Experts: Feds need to coordinate response to digital viruses

Legislators from the House Science Technology Subcommittee sought explanations from government and software industry representatives to account for the failures of anti-virus software and other protections to stop the "ILOVEYOU" computer bug that one industry expert called the most destructive yet.

Harris Miller, president of the Information Technology Association of America, called for an information security czar to coordinate the federal government's response to digital viruses.

Keith Rhodes, director of the office of information technology assessment in the General Accounting Office, agreed to a more centralized federal response to network emergencies, but said the Commerce Department's National Institute of Standards and Technology should fulfill that role.

"If a plane crashes, you have both the FBI and the National Transportation Safety Board investigate," said Rhodes. "If NIST could start to take on the role of NTSB when government networks crash, that could give us a single point of contact."
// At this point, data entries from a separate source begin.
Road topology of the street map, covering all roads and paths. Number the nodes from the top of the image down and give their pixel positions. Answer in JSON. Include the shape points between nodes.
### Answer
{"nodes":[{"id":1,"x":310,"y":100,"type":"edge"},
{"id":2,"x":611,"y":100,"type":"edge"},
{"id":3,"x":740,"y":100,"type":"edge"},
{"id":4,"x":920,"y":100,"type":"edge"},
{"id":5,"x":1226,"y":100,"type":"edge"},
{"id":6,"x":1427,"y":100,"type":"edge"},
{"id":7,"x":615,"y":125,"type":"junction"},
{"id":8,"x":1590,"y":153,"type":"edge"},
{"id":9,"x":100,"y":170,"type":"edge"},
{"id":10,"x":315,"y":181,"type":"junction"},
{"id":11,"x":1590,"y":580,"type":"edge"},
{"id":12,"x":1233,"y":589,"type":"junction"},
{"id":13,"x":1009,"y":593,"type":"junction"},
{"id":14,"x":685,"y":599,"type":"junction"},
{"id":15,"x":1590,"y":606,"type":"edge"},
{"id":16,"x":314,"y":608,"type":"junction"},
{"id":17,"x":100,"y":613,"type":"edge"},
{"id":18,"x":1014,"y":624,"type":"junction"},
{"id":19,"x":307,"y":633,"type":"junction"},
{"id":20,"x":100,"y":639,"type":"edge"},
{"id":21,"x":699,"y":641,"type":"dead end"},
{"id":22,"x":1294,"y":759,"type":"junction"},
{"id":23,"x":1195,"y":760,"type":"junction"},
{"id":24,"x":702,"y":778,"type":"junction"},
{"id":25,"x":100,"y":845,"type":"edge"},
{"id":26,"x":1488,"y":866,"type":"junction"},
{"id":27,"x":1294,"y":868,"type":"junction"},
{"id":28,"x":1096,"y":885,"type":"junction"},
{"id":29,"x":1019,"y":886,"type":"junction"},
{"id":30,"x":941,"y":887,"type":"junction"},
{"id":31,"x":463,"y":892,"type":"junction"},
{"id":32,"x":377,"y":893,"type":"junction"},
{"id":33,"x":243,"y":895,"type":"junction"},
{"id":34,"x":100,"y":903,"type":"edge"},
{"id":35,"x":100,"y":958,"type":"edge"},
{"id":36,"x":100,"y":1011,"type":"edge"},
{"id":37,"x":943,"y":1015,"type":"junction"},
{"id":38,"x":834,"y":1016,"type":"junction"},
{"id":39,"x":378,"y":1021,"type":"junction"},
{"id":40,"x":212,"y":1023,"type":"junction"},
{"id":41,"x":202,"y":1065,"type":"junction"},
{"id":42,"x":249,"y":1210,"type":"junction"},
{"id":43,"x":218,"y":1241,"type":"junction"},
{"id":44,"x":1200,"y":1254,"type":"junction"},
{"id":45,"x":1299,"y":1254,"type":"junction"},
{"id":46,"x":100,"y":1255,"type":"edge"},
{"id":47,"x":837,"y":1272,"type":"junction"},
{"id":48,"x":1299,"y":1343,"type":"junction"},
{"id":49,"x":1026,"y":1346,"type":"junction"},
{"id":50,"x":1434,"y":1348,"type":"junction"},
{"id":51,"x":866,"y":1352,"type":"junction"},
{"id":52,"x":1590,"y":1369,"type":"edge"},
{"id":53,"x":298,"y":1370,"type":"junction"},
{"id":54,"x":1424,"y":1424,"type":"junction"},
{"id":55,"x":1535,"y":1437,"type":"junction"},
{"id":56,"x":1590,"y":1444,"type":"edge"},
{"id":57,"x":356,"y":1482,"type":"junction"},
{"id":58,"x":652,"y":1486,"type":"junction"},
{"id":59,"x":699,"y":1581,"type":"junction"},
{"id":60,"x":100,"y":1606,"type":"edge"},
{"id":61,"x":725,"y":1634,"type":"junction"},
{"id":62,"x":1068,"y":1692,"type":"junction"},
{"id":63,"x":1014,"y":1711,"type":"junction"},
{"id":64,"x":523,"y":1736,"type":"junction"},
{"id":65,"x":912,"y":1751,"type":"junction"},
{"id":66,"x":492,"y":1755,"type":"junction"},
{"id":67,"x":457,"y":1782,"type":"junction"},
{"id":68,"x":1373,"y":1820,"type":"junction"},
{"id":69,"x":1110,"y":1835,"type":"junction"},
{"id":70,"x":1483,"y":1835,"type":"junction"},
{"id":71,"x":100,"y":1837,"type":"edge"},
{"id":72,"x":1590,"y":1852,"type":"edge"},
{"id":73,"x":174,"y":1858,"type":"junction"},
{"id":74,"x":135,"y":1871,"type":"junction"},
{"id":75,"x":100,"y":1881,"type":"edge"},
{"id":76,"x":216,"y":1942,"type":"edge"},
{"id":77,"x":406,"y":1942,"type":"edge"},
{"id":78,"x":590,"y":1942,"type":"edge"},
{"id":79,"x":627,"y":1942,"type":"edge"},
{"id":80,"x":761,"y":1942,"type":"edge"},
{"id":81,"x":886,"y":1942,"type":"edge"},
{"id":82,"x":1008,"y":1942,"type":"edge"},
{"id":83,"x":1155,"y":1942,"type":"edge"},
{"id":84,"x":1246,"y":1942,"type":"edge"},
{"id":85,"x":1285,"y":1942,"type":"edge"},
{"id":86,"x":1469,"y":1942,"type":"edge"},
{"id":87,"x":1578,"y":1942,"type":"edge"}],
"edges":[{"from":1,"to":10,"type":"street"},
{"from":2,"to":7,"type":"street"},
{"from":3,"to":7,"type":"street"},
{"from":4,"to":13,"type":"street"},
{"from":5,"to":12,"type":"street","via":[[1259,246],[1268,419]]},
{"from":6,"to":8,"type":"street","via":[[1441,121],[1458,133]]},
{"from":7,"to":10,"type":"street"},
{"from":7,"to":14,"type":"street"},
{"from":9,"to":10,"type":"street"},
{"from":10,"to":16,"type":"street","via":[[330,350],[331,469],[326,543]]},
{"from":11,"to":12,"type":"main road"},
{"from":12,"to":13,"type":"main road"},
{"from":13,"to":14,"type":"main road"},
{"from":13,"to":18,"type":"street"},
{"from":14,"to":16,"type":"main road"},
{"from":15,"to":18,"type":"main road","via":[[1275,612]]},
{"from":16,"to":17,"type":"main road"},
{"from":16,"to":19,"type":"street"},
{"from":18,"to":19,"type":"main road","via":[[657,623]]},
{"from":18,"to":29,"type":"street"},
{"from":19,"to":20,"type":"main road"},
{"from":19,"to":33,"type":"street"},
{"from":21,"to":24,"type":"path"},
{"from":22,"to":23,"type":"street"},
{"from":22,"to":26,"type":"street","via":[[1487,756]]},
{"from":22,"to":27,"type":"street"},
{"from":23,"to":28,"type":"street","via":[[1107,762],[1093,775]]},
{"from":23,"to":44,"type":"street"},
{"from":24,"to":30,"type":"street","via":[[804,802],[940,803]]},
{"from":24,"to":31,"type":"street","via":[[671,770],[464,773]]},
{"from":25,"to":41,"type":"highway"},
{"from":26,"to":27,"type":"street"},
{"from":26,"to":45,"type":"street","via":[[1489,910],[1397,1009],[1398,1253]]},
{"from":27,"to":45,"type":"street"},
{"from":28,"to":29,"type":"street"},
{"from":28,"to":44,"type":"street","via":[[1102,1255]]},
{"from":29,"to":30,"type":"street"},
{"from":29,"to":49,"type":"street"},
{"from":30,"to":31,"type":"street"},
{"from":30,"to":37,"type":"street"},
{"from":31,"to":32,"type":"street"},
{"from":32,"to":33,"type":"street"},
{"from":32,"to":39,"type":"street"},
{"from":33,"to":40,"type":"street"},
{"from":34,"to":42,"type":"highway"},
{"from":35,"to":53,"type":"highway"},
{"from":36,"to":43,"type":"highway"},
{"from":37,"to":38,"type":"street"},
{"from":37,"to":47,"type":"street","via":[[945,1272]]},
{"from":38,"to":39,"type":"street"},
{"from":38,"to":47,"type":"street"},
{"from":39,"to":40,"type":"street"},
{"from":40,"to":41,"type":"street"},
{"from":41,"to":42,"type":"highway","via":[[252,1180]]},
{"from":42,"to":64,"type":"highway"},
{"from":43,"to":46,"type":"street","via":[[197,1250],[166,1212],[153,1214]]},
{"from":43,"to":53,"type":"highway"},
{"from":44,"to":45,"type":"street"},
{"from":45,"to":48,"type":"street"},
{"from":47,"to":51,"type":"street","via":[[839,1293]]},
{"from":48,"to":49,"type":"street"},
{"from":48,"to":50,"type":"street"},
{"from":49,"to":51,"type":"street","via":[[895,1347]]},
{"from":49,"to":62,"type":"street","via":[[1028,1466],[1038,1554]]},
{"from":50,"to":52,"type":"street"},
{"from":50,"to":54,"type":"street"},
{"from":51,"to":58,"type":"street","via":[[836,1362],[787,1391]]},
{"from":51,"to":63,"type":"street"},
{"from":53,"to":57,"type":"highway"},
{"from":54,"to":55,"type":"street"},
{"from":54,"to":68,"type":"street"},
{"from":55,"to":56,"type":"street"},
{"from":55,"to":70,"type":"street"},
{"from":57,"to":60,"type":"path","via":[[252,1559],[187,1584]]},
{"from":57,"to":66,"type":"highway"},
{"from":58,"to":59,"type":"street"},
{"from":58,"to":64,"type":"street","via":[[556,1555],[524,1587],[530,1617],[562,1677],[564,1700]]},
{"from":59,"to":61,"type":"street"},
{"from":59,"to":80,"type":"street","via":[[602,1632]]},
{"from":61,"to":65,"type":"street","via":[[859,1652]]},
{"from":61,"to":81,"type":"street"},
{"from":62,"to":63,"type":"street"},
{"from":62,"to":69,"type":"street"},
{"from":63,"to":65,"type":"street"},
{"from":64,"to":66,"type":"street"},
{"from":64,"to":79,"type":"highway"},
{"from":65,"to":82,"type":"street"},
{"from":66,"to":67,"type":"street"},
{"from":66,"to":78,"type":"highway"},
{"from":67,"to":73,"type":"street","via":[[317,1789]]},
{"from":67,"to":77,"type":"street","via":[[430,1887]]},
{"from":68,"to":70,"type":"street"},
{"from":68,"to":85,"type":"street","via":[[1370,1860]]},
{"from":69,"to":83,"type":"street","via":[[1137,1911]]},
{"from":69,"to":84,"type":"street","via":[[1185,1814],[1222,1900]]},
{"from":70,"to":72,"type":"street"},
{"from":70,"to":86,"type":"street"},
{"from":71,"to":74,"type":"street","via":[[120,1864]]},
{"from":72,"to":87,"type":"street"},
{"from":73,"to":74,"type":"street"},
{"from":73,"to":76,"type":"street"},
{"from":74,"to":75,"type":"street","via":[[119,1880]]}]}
During the "ILOVEYOU" incident, GSA's Federal Computer Incident Response Capability coordinated with the FBI's National Infrastructure Protection Center and computer response centers at the Defense Department and Carnegie Mellon University to provide guidance to federal agencies.

The panelists appeared flustered when Rep. Anthony Weiner, D-N.Y., harshly criticized anti-virus makers' failure to guard against the e-mail attack.

"It must be a pretty humiliating experience for McAfee when a virus that looks a lot like the Melissa virus caused an enormous amount of damage throughout the world," said Weiner. "You come before this committee once every three to four months and say, 'we were whipped again by [virus writers] who are getting younger and less educated every time.'"

Anti-virus makers defended their products and services. "You are right that this is very similar to Melissa, but you don't know about a virus until it is unleashed," replied Sandra England, senior vice president of McAfee, the anti-virus division of Network Associates. "That is the unfortunate position we are in as an industry, in a world where an 8-year-old can write" software.

"Computers are made to run programs and viruses are programs," said Peter Tippet, chief technology officer of ICSA.net, a Web-tracking service. Tippett said that the "ILOVEYOU" virus was "the most destructive and fastest propagating virus to date," and pegged the worldwide value of lost time and resources drained by the virus at $3 billion. England estimated the cost at $7 billion, or more than half of the $12 billion in damages from all 1999 viruses.

Tippett suggested making the writing of computer viruses a crime.

But Weiner's concern was echoed by Subcommittee Chairman Connie Morella, R-Md., and Rep. Gil Gutknecht, R-Minn.

"What I have heard today is really very frustrating," said Gutknecht. "The industry itself is going to have to do a better job of solving its problem. If it doesn't, then the heavy hand of government is going to have to step in."